▸ **PROBLEM STATEMENT**
Be exact. Print each record as it stands.

--------------------------------------------------

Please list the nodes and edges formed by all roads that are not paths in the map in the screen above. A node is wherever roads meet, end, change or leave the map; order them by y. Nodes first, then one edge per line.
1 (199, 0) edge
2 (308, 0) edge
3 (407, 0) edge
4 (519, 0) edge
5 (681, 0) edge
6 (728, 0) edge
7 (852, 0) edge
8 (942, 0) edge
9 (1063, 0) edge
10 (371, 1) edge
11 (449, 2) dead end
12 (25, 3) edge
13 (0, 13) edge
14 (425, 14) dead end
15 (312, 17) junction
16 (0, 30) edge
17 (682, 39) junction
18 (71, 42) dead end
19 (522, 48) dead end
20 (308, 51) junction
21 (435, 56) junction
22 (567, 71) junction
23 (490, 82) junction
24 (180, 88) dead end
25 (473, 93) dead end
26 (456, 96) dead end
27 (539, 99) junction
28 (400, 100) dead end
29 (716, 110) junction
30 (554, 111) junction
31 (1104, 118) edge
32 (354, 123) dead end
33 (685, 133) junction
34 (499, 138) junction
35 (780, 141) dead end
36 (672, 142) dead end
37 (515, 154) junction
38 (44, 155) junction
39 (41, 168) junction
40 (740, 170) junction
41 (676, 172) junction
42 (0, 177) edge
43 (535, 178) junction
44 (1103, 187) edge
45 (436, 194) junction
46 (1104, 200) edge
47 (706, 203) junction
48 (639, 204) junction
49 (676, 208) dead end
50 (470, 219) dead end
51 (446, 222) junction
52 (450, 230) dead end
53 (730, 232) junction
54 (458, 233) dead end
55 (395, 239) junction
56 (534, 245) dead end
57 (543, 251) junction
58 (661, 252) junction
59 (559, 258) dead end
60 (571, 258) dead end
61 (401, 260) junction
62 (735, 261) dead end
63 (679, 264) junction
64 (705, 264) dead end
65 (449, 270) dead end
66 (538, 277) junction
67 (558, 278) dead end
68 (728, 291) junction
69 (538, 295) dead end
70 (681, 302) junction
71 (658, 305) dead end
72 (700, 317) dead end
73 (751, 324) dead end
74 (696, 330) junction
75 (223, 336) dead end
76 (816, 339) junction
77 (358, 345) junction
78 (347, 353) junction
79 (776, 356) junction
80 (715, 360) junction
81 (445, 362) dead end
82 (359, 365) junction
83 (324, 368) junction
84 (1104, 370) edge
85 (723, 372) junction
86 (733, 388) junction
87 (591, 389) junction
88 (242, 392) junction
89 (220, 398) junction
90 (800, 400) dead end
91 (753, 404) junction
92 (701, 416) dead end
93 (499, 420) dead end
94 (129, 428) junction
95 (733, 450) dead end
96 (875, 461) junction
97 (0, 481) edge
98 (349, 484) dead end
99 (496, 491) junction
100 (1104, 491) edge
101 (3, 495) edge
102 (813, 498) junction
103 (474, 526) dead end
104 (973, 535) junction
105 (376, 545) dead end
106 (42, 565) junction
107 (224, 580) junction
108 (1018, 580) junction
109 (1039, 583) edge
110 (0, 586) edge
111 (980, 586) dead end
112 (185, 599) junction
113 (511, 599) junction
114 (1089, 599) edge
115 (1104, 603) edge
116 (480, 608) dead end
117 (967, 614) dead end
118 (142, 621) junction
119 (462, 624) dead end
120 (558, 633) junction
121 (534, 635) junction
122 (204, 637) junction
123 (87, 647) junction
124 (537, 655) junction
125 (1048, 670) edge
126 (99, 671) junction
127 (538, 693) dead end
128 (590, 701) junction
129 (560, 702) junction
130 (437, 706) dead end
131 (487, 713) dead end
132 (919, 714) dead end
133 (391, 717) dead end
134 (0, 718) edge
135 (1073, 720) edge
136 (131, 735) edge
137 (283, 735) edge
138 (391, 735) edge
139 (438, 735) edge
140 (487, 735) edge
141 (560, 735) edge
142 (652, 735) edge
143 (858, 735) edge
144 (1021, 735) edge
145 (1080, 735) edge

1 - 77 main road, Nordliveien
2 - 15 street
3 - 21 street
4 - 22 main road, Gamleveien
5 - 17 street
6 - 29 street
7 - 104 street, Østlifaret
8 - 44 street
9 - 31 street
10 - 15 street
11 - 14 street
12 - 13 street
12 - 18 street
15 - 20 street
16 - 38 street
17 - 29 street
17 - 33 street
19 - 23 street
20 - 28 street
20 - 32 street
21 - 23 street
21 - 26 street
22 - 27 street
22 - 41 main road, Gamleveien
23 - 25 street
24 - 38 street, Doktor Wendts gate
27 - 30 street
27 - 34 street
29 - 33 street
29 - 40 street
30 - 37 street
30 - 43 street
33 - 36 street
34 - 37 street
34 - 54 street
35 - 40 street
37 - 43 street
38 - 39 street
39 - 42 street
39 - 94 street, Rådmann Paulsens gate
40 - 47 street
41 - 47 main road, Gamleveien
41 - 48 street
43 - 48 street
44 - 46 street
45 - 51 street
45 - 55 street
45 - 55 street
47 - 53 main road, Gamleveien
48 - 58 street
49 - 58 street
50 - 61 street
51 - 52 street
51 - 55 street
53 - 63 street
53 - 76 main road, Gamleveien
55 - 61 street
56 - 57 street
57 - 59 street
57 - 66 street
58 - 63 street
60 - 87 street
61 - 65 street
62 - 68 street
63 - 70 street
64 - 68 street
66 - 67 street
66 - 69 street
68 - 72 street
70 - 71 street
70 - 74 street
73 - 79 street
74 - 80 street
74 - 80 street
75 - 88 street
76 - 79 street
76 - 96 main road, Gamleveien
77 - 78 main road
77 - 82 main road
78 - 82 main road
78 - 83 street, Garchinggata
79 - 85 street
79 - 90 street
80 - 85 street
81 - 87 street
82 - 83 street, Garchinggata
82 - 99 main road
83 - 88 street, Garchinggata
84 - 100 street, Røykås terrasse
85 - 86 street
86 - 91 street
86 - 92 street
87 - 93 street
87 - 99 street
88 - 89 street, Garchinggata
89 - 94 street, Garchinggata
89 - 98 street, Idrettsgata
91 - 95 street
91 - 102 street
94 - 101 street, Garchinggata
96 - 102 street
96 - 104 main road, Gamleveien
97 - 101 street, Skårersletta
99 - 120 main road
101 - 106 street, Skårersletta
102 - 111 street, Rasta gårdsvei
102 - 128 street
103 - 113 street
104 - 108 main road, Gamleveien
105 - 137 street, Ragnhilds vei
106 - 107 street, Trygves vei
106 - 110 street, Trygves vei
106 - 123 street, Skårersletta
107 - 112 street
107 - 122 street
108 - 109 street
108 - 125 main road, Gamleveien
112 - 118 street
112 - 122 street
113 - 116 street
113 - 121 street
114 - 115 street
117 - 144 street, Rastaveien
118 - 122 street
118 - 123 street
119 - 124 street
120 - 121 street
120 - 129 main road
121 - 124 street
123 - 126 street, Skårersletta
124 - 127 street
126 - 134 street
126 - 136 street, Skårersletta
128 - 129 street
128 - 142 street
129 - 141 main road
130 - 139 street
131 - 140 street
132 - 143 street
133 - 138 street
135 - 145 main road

--------------------------------------------------

▸ **RESULT**
Please list the nodes and edges formed by all roads that are not paths in the map in the screen above. A node is wherever roads meet, end, change or leave the map; order them by y. Nodes first, then one edge per line.
1 (199, 0) edge
2 (308, 0) edge
3 (407, 0) edge
4 (519, 0) edge
5 (681, 0) edge
6 (728, 0) edge
7 (852, 0) edge
8 (942, 0) edge
9 (1063, 0) edge
10 (371, 1) edge
11 (449, 2) dead end
12 (25, 3) edge
13 (0, 13) edge
14 (425, 14) dead end
15 (312, 17) junction
16 (0, 30) edge
17 (682, 39) junction
18 (71, 42) dead end
19 (522, 48) dead end
20 (308, 51) junction
21 (435, 56) junction
22 (567, 71) junction
23 (490, 82) junction
24 (180, 88) dead end
25 (473, 93) dead end
26 (456, 96) dead end
27 (539, 99) junction
28 (400, 100) dead end
29 (716, 110) junction
30 (554, 111) junction
31 (1104, 118) edge
32 (354, 123) dead end
33 (685, 133) junction
34 (499, 138) junction
35 (780, 141) dead end
36 (672, 142) dead end
37 (515, 154) junction
38 (44, 155) junction
39 (41, 168) junction
40 (740, 170) junction
41 (676, 172) junction
42 (0, 177) edge
43 (535, 178) junction
44 (1103, 187) edge
45 (436, 194) junction
46 (1104, 200) edge
47 (706, 203) junction
48 (639, 204) junction
49 (676, 208) dead end
50 (470, 219) dead end
51 (446, 222) junction
52 (450, 230) dead end
53 (730, 232) junction
54 (458, 233) dead end
55 (395, 239) junction
56 (534, 245) dead end
57 (543, 251) junction
58 (661, 252) junction
59 (559, 258) dead end
60 (571, 258) dead end
61 (401, 260) junction
62 (735, 261) dead end
63 (679, 264) junction
64 (705, 264) dead end
65 (449, 270) dead end
66 (538, 277) junction
67 (558, 278) dead end
68 (728, 291) junction
69 (538, 295) dead end
70 (681, 302) junction
71 (658, 305) dead end
72 (700, 317) dead end
73 (751, 324) dead end
74 (696, 330) junction
75 (223, 336) dead end
76 (816, 339) junction
77 (358, 345) junction
78 (347, 353) junction
79 (776, 356) junction
80 (715, 360) junction
81 (445, 362) dead end
82 (359, 365) junction
83 (324, 368) junction
84 (1104, 370) edge
85 (723, 372) junction
86 (733, 388) junction
87 (591, 389) junction
88 (242, 392) junction
89 (220, 398) junction
90 (800, 400) dead end
91 (753, 404) junction
92 (701, 416) dead end
93 (499, 420) dead end
94 (129, 428) junction
95 (733, 450) dead end
96 (875, 461) junction
97 (0, 481) edge
98 (349, 484) dead end
99 (496, 491) junction
100 (1104, 491) edge
101 (3, 495) edge
102 (813, 498) junction
103 (474, 526) dead end
104 (973, 535) junction
105 (376, 545) dead end
106 (42, 565) junction
107 (224, 580) junction
108 (1018, 580) junction
109 (1039, 583) edge
110 (0, 586) edge
111 (980, 586) dead end
112 (185, 599) junction
113 (511, 599) junction
114 (1089, 599) edge
115 (1104, 603) edge
116 (480, 608) dead end
117 (967, 614) dead end
118 (142, 621) junction
119 (462, 624) dead end
120 (558, 633) junction
121 (534, 635) junction
122 (204, 637) junction
123 (87, 647) junction
124 (537, 655) junction
125 (1048, 670) edge
126 (99, 671) junction
127 (538, 693) dead end
128 (590, 701) junction
129 (560, 702) junction
130 (437, 706) dead end
131 (487, 713) dead end
132 (919, 714) dead end
133 (391, 717) dead end
134 (0, 718) edge
135 (1073, 720) edge
136 (131, 735) edge
137 (283, 735) edge
138 (391, 735) edge
139 (438, 735) edge
140 (487, 735) edge
141 (560, 735) edge
142 (652, 735) edge
143 (858, 735) edge
144 (1021, 735) edge
145 (1080, 735) edge

1 - 77 main road, Nordliveien
2 - 15 street
3 - 21 street
4 - 22 main road, Gamleveien
5 - 17 street
6 - 29 street
7 - 104 street, Østlifaret
8 - 44 street
9 - 31 street
10 - 15 street
11 - 14 street
12 - 13 street
12 - 18 street
15 - 20 street
16 - 38 street
17 - 29 street
17 - 33 street
19 - 23 street
20 - 28 street
20 - 32 street
21 - 23 street
21 - 26 street
22 - 27 street
22 - 41 main road, Gamleveien
23 - 25 street
24 - 38 street, Doktor Wendts gate
27 - 30 street
27 - 34 street
29 - 33 street
29 - 40 street
30 - 37 street
30 - 43 street
33 - 36 street
34 - 37 street
34 - 54 street
35 - 40 street
37 - 43 street
38 - 39 street
39 - 42 street
39 - 94 street, Rådmann Paulsens gate
40 - 47 street
41 - 47 main road, Gamleveien
41 - 48 street
43 - 48 street
44 - 46 street
45 - 51 street
45 - 55 street
45 - 55 street
47 - 53 main road, Gamleveien
48 - 58 street
49 - 58 street
50 - 61 street
51 - 52 street
51 - 55 street
53 - 63 street
53 - 76 main road, Gamleveien
55 - 61 street
56 - 57 street
57 - 59 street
57 - 66 street
58 - 63 street
60 - 87 street
61 - 65 street
62 - 68 street
63 - 70 street
64 - 68 street
66 - 67 street
66 - 69 street
68 - 72 street
70 - 71 street
70 - 74 street
73 - 79 street
74 - 80 street
74 - 80 street
75 - 88 street
76 - 79 street
76 - 96 main road, Gamleveien
77 - 78 main road
77 - 82 main road
78 - 82 main road
78 - 83 street, Garchinggata
79 - 85 street
79 - 90 street
80 - 85 street
81 - 87 street
82 - 83 street, Garchinggata
82 - 99 main road
83 - 88 street, Garchinggata
84 - 100 street, Røykås terrasse
85 - 86 street
86 - 91 street
86 - 92 street
87 - 93 street
87 - 99 street
88 - 89 street, Garchinggata
89 - 94 street, Garchinggata
89 - 98 street, Idrettsgata
91 - 95 street
91 - 102 street
94 - 101 street, Garchinggata
96 - 102 street
96 - 104 main road, Gamleveien
97 - 101 street, Skårersletta
99 - 120 main road
101 - 106 street, Skårersletta
102 - 111 street, Rasta gårdsvei
102 - 128 street
103 - 113 street
104 - 108 main road, Gamleveien
105 - 137 street, Ragnhilds vei
106 - 107 street, Trygves vei
106 - 110 street, Trygves vei
106 - 123 street, Skårersletta
107 - 112 street
107 - 122 street
108 - 109 street
108 - 125 main road, Gamleveien
112 - 118 street
112 - 122 street
113 - 116 street
113 - 121 street
114 - 115 street
117 - 144 street, Rastaveien
118 - 122 street
118 - 123 street
119 - 124 street
120 - 121 street
120 - 129 main road
121 - 124 street
123 - 126 street, Skårersletta
124 - 127 street
126 - 134 street
126 - 136 street, Skårersletta
128 - 129 street
128 - 142 street
129 - 141 main road
130 - 139 street
131 - 140 street
132 - 143 street
133 - 138 street
135 - 145 main road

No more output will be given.